» **Information supplied**:
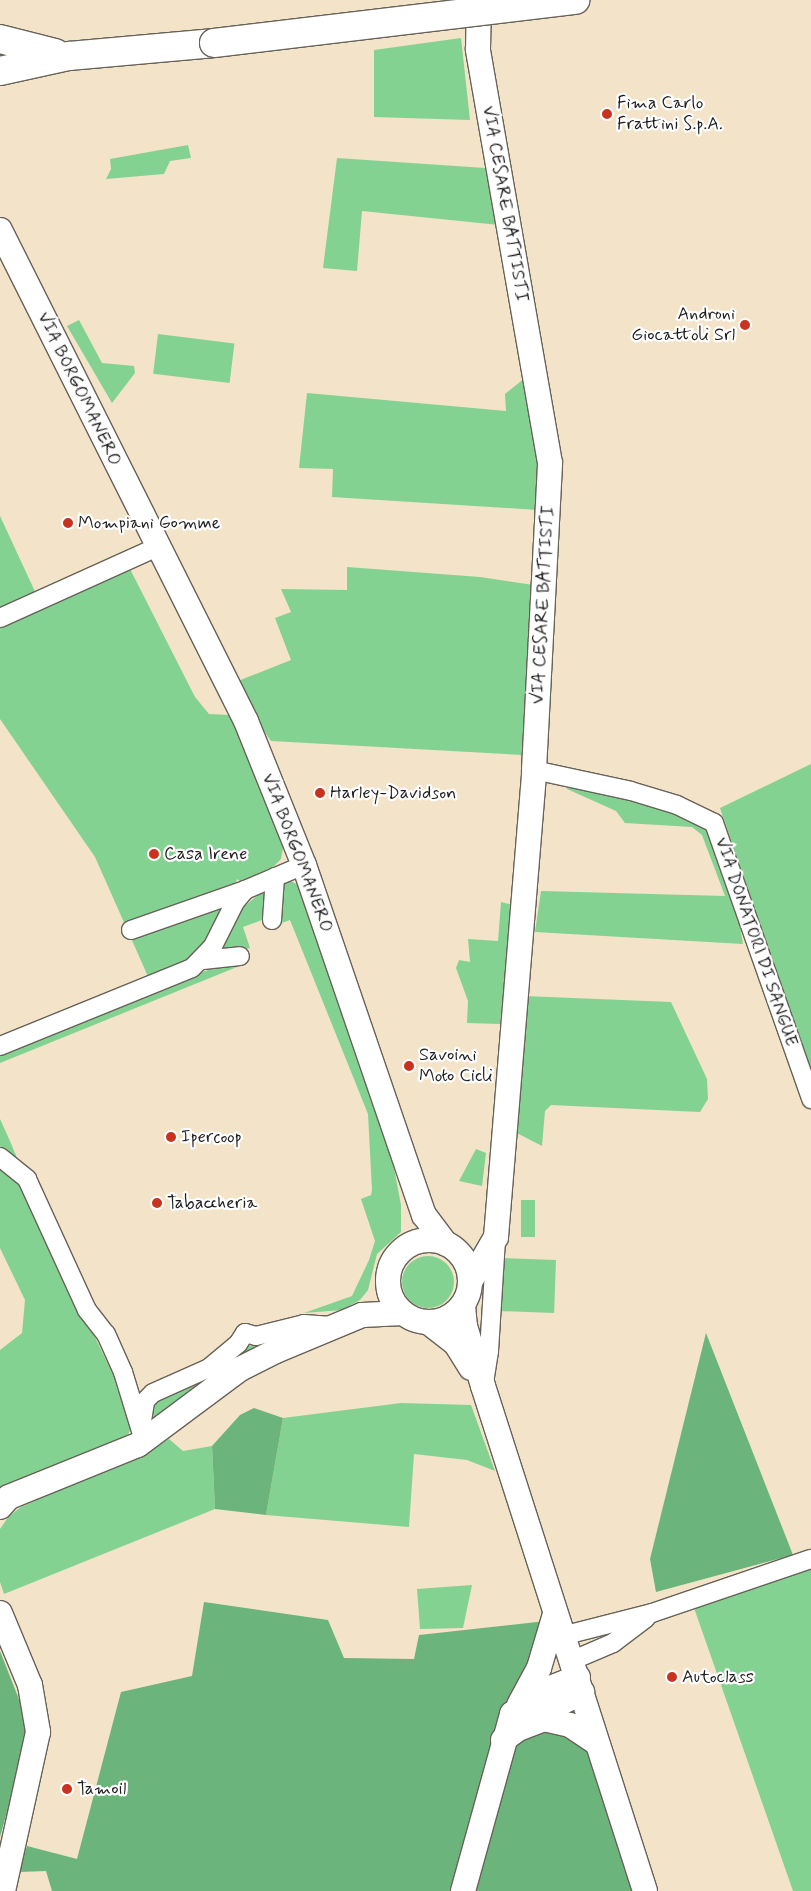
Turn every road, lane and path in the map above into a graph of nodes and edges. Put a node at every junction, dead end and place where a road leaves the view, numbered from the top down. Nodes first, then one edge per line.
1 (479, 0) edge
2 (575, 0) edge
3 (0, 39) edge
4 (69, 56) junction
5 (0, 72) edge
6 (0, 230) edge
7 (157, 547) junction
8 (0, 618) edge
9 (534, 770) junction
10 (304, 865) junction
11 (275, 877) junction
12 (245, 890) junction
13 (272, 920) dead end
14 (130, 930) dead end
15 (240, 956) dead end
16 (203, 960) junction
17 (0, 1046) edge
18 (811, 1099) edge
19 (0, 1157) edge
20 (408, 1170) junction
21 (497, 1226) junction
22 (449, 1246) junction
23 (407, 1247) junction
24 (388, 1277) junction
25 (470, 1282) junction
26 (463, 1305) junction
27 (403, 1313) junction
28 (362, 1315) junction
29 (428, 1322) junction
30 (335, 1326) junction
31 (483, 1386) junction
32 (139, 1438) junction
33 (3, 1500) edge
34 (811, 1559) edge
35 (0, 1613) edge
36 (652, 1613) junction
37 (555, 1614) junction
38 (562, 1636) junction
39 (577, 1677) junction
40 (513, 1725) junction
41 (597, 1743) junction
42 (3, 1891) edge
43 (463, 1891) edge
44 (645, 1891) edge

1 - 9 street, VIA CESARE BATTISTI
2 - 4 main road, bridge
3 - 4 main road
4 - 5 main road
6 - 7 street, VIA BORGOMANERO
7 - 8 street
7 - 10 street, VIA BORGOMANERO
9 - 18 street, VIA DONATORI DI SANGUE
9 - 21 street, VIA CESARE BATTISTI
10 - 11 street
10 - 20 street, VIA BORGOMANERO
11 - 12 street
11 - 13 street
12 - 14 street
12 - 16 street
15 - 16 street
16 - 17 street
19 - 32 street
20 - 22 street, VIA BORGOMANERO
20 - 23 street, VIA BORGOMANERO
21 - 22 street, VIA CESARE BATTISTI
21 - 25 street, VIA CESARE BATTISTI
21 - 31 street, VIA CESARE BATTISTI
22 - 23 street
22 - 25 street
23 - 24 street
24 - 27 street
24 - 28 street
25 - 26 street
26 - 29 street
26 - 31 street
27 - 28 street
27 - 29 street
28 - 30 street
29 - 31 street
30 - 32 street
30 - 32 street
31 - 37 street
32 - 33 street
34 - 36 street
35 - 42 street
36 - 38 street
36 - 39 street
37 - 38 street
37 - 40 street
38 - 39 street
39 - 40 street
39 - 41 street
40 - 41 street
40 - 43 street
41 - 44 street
--
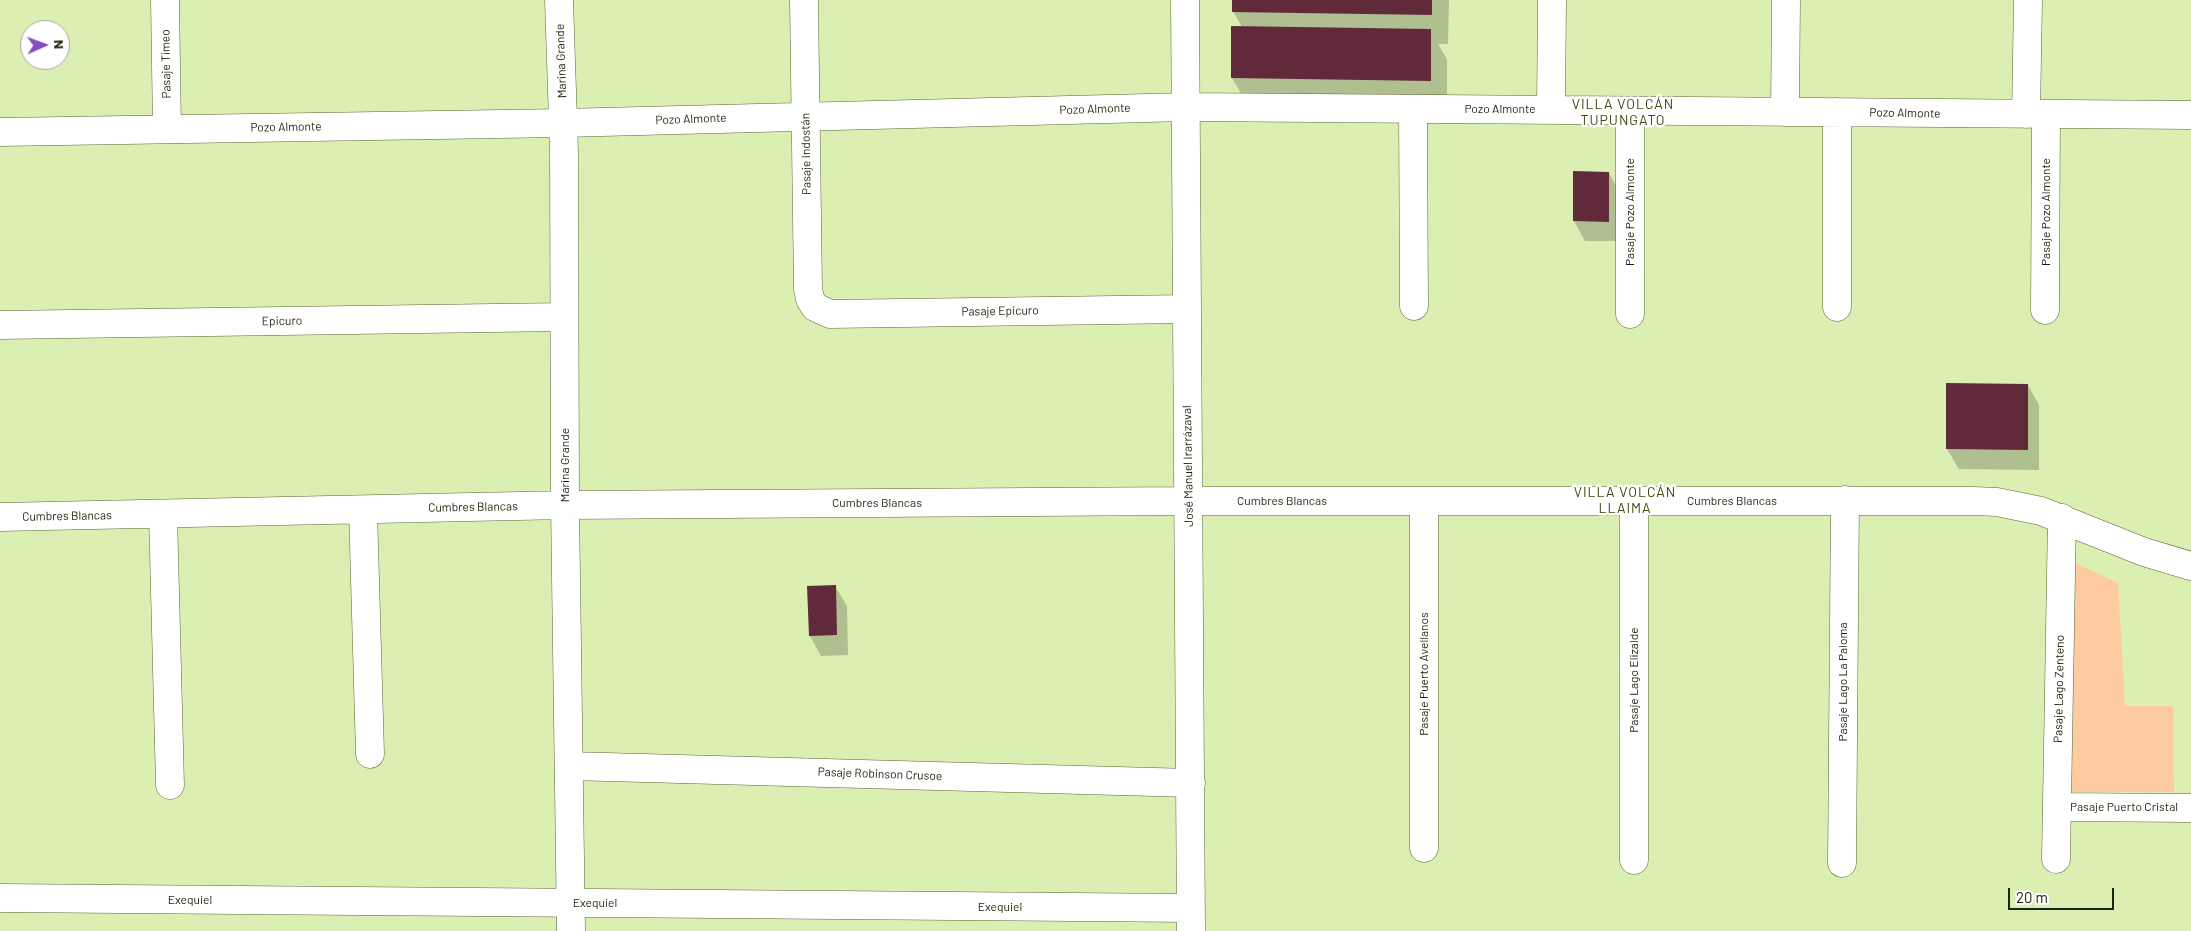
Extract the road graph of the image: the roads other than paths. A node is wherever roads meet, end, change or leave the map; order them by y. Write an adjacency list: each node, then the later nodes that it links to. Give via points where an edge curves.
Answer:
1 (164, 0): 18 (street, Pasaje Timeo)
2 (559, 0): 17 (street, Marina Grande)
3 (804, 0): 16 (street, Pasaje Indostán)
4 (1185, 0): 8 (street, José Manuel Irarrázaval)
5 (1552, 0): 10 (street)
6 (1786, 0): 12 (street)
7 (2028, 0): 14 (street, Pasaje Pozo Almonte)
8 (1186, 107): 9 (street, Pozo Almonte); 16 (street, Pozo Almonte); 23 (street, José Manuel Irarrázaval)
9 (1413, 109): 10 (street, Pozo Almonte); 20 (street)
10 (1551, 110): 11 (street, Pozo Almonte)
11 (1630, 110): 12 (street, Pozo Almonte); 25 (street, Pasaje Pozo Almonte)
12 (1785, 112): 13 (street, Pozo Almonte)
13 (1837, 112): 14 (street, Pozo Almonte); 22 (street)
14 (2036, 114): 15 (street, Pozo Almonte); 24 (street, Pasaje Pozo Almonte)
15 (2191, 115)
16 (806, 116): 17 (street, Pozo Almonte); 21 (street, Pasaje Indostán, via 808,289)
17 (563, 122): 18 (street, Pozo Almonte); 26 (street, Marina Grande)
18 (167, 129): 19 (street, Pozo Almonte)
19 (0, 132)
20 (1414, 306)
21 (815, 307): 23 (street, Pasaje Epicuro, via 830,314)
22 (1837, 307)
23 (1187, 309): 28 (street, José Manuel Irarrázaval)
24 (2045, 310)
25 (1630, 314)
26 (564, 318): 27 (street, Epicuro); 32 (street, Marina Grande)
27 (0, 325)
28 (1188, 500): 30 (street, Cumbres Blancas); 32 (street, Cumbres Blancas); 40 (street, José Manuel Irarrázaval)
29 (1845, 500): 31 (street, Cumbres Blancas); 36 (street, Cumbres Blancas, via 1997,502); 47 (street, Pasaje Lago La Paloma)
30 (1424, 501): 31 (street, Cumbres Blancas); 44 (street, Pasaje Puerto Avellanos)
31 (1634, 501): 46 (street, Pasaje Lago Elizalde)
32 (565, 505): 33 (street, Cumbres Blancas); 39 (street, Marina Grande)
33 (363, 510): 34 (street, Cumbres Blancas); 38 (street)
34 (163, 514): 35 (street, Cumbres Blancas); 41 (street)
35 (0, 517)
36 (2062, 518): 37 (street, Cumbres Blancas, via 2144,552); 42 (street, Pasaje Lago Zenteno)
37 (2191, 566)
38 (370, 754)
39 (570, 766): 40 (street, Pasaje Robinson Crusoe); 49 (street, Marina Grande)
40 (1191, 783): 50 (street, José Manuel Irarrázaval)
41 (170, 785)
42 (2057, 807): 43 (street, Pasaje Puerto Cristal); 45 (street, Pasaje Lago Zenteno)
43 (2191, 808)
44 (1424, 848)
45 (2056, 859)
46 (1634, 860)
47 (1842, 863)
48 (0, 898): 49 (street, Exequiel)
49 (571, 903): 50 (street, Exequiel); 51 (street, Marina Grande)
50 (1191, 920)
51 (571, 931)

» **The problem**: Wherever the word "graph" appears in the data, return the whole line.

» **Response below**:
Turn every road, lane and path in the map above into a graph of nodes and edges. Put a node at every junction, dead end and place where a road leaves the view, numbered from the top down. Nodes first, then one edge per line.
Extract the road graph of the image: the roads other than paths. A node is wherever roads meet, end, change or leave the map; order them by y. Write an adjacency list: each node, then the later nodes that it links to. Give via points where an edge curves.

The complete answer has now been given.